Assignment
Look through the material that follows and show every line with the string "image".

Supplied records
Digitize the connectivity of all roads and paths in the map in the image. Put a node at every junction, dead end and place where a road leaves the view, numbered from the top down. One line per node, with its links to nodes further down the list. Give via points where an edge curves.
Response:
==
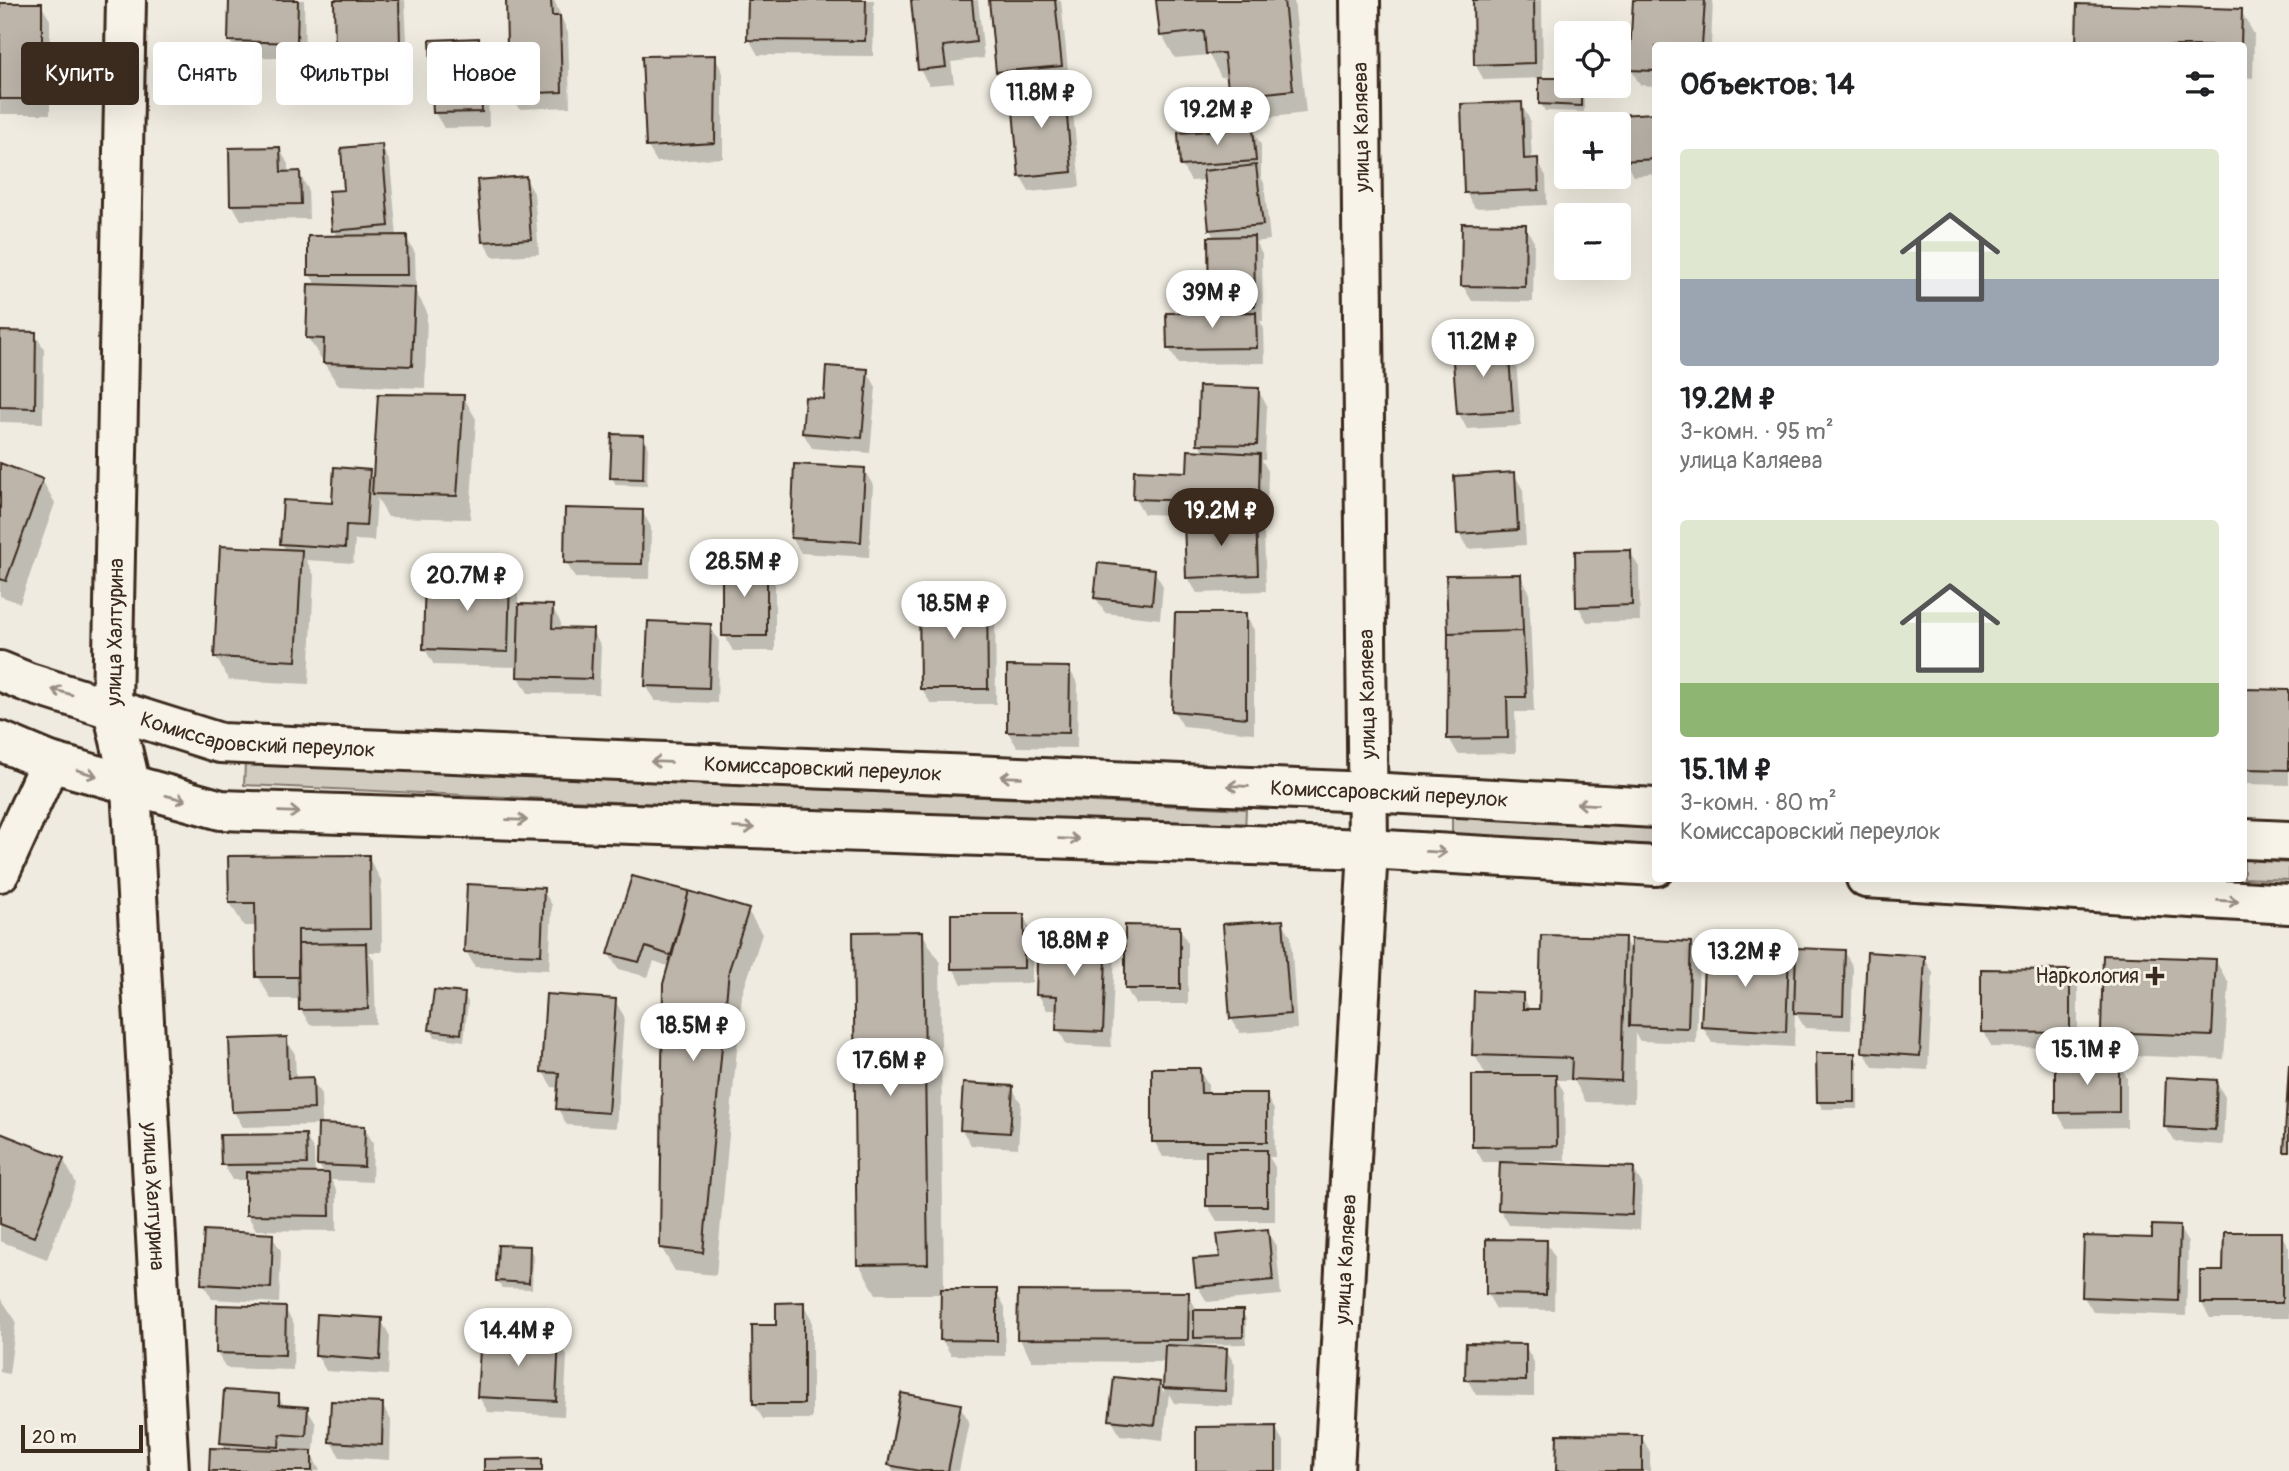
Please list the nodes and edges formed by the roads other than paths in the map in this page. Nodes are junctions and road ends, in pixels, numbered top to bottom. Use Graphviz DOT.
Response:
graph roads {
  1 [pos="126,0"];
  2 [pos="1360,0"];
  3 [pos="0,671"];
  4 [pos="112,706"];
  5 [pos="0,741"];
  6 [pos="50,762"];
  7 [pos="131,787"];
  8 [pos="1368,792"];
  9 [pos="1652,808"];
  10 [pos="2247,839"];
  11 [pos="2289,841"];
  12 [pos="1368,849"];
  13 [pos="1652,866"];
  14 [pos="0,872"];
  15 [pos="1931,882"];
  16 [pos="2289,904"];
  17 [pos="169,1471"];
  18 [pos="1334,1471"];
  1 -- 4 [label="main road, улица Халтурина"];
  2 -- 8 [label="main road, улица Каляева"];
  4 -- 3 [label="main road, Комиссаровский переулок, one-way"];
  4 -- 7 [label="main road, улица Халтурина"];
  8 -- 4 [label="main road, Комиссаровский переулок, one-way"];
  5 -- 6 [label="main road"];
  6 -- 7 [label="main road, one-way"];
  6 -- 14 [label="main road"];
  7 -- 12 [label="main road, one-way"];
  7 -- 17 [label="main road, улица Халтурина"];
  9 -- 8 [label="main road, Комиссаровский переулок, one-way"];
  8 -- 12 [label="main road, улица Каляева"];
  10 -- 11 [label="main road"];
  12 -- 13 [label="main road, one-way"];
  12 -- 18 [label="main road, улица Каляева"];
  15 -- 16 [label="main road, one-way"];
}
---
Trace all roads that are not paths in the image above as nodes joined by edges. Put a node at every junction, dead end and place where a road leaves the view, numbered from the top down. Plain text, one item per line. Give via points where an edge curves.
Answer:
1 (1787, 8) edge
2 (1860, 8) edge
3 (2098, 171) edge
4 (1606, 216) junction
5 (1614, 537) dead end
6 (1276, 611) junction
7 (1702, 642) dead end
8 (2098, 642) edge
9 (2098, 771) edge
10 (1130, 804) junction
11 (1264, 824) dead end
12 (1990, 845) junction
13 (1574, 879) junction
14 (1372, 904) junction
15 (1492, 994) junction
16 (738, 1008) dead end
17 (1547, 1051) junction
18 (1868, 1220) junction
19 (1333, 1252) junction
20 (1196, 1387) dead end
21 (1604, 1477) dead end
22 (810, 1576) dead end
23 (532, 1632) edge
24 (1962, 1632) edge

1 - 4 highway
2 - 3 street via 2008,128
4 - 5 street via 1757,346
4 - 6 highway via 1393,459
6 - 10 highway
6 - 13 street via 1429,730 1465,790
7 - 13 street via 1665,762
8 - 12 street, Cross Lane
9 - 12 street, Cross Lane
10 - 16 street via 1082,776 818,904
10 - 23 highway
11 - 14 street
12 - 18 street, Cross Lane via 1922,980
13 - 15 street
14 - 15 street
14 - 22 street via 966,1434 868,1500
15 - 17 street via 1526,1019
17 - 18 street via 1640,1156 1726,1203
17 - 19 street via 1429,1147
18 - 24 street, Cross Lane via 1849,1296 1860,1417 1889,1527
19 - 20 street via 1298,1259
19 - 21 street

Result of this task
Digitize the connectivity of all roads and paths in the map in the image. Put a node at every junction, dead end and place where a road leaves the view, numbered from the top down. One line per node, with its links to nodes further down the list. Give via points where an edge curves.
Trace all roads that are not paths in the image above as nodes joined by edges. Put a node at every junction, dead end and place where a road leaves the view, numbered from the top down. Plain text, one item per line. Give via points where an edge curves.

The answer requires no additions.